3. Necesaria efectividad de las decisiones judiciales La certidumbre colectiva en el sentido de que las decisiones de los jueces son acatadas constituye pilar fundamental del Estado de Derecho. Un sentimiento general en contrario pone en peligro su supervivencia pues socava de manera grave el orden jurídico y representa una pérdida de credibilidad de las instituciones. Al desaparecer la confianza en la capacidad del sistema para hacer efectivos los fallos judiciales, se destruyen los fundamentos de la administración de justicia a cargo del poder público, lo cual propicia y estimula las vías de hecho en búsqueda de solución a los múltiples conflictos que supone la vida en sociedad.

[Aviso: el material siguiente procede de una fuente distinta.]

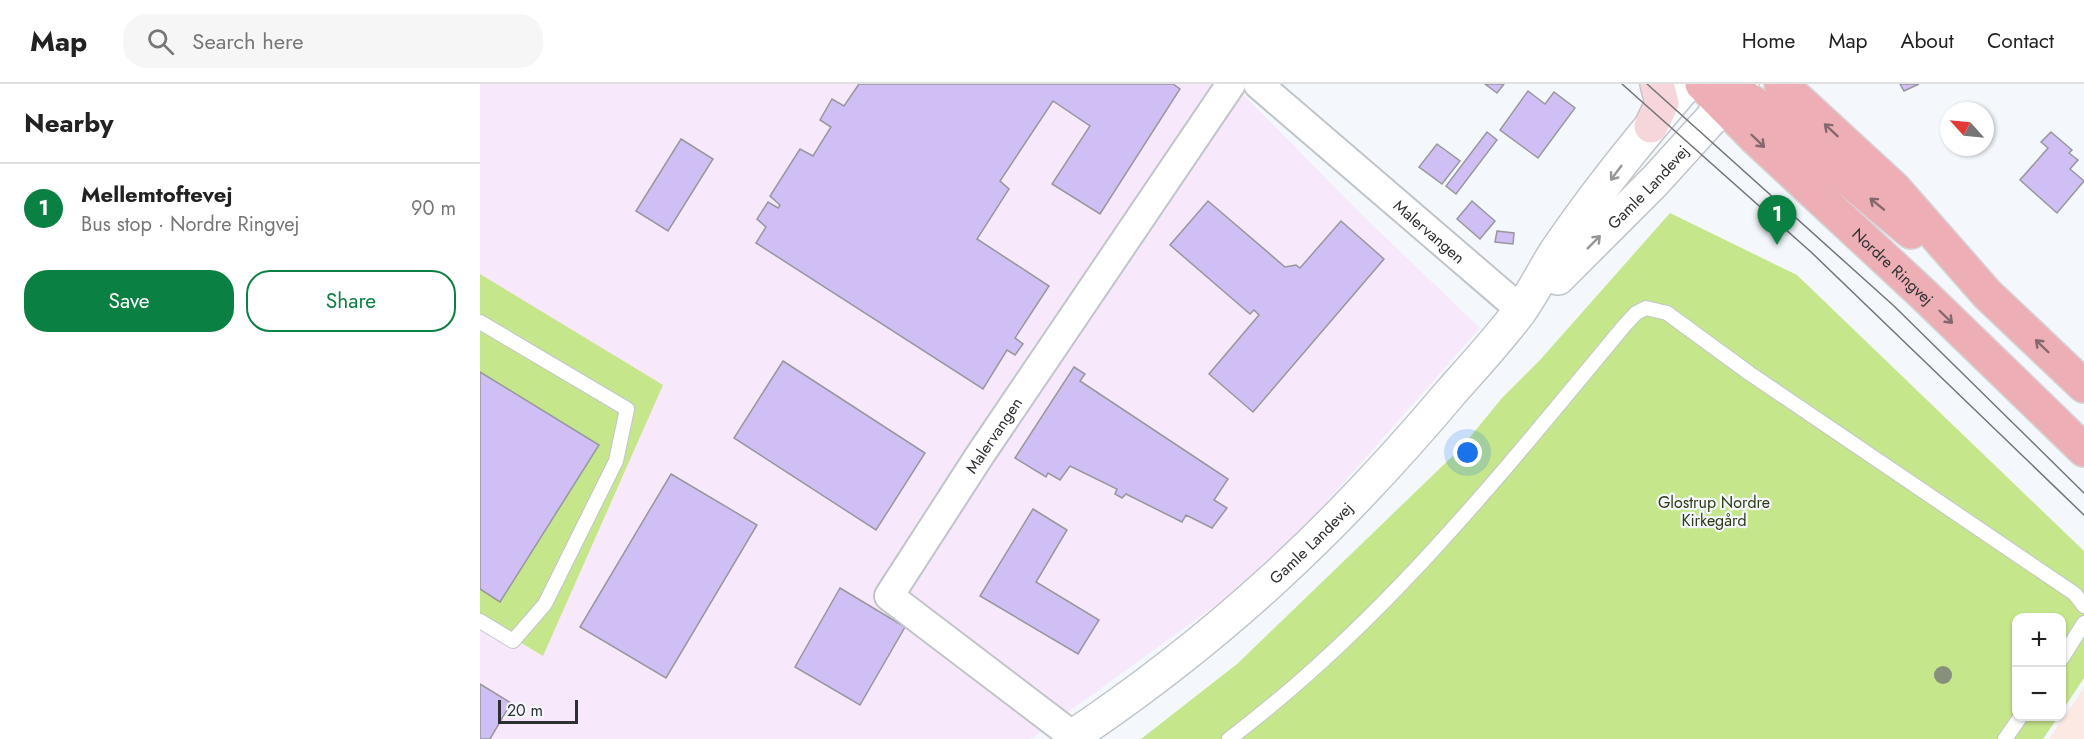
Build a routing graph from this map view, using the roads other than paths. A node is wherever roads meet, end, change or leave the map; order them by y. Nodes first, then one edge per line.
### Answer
1 (1231, 84) edge
2 (1258, 84) edge
3 (1657, 84) edge
4 (1687, 84) edge
5 (1781, 84) edge
6 (1725, 90) edge
7 (1651, 126) junction
8 (1987, 294) junction
9 (1521, 310) junction
10 (480, 322) edge
11 (2084, 386) edge
12 (2084, 450) edge
13 (2084, 606) edge
14 (480, 621) edge
15 (2084, 622) edge
16 (2066, 649) edge
17 (2018, 721) edge
18 (1071, 737) edge
19 (1229, 739) edge
20 (2005, 739) edge

1 - 18 street, Malervangen
2 - 9 street, Malervangen
3 - 7 main road
4 - 7 street, Gamle Landevej
8 -> 5 main road
8 -> 6 main road
9 -> 6 street, Gamle Landevej
6 -> 12 main road, Nordre Ringvej
7 -> 9 street, Gamle Landevej
11 -> 8 main road
9 - 18 street, Gamle Landevej
10 - 14 lane
13 - 19 lane
15 - 16 lane
17 - 20 lane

Quien, sometiéndose a las reglas predeterminadas en la ley, ha acudido a un proceso para que se defina por la competente autoridad estatal una controversia en la cual es parte y ha obtenido en efecto resolución favorable a sus pretensiones, tiene derecho a que se ejecute lo resuelto y puede reclamar que así ocurra por medio de la acción de tutela, obviamente si en el caso concreto concurren las condiciones exigidas por el artículo 86 de la Constitución y si, además, no existen otros medios de defensa judicial. La renuencia del ente obligado a cumplir un fallo es una omisión que vulnera derechos fundamentales, en especial el de acceder a la jurisdicción (artículo 229 C.N.), que no solamente
resulta cercenado cuando se impide a la persona llegar ante el juez sino cuando se frustra la justicia impartida por éste. Desde el Preámbulo de la Constitución Política se proclama como propósitos del ordenamiento los de "asegurar la justicia" y "garantizar un orden político, económico y social justo". El artículo 2º señala como uno de los fines esenciales del Estado el de "...garantizar la efectividad de los principios, derechos y deberes consagrados en la Constitución...". La misma norma declara que las autoridades de la República están instituídas para proteger a todas las personas residentes en Colombia, en su vida, honra, bienes, creencias y demás derechos y libertades y para asegurar el cumplimiento de los deberes sociales del Estado y de los particulares. El 228 expresa que la administración de justicia es función pública y que en sus actuaciones prevalecerá el derecho sustancial. El artículo 201 obliga al Gobierno, en relación con la Rama Judicial, a "...prestar a los funcionarios judiciales, con arreglo a las leyes, los auxilios necesarios para hacer efectivas sus providencias", mientras que el 277 atribuye al Procurador General de la Nación la tarea de "...vigilar el cumplimiento de la Constitución, las leyes, las decisiones judiciales y los actos administrativos". Como puede verse, la idea de la eficacia es una de las predominantes en la Carta Política, en particular la que debe ser característica de las providencias judiciales. A la luz de la preceptiva superior, lo que importa, en la actividad del Estado, más aún si de justicia se trata, no es la verdad formal ni la solemnidad externa sino la vigencia material del Derecho y de los postulados que inspiran el ordenamiento
jurídico. La acción de tutela y los demás instrumentos constitucionales de protección judicial -el Habeas Corpus, la acción de cumplimiento, las acciones populares, las acciones individuales y de grupo, la responsabilidad patrimonial del Estado y, desde luego, los procesos judiciales en las distintas jurisdiccionesresponden, cada uno en la órbita que le es propia, al definido propósito del Constituyente en lo relativo al aseguramiento de esa eficacia.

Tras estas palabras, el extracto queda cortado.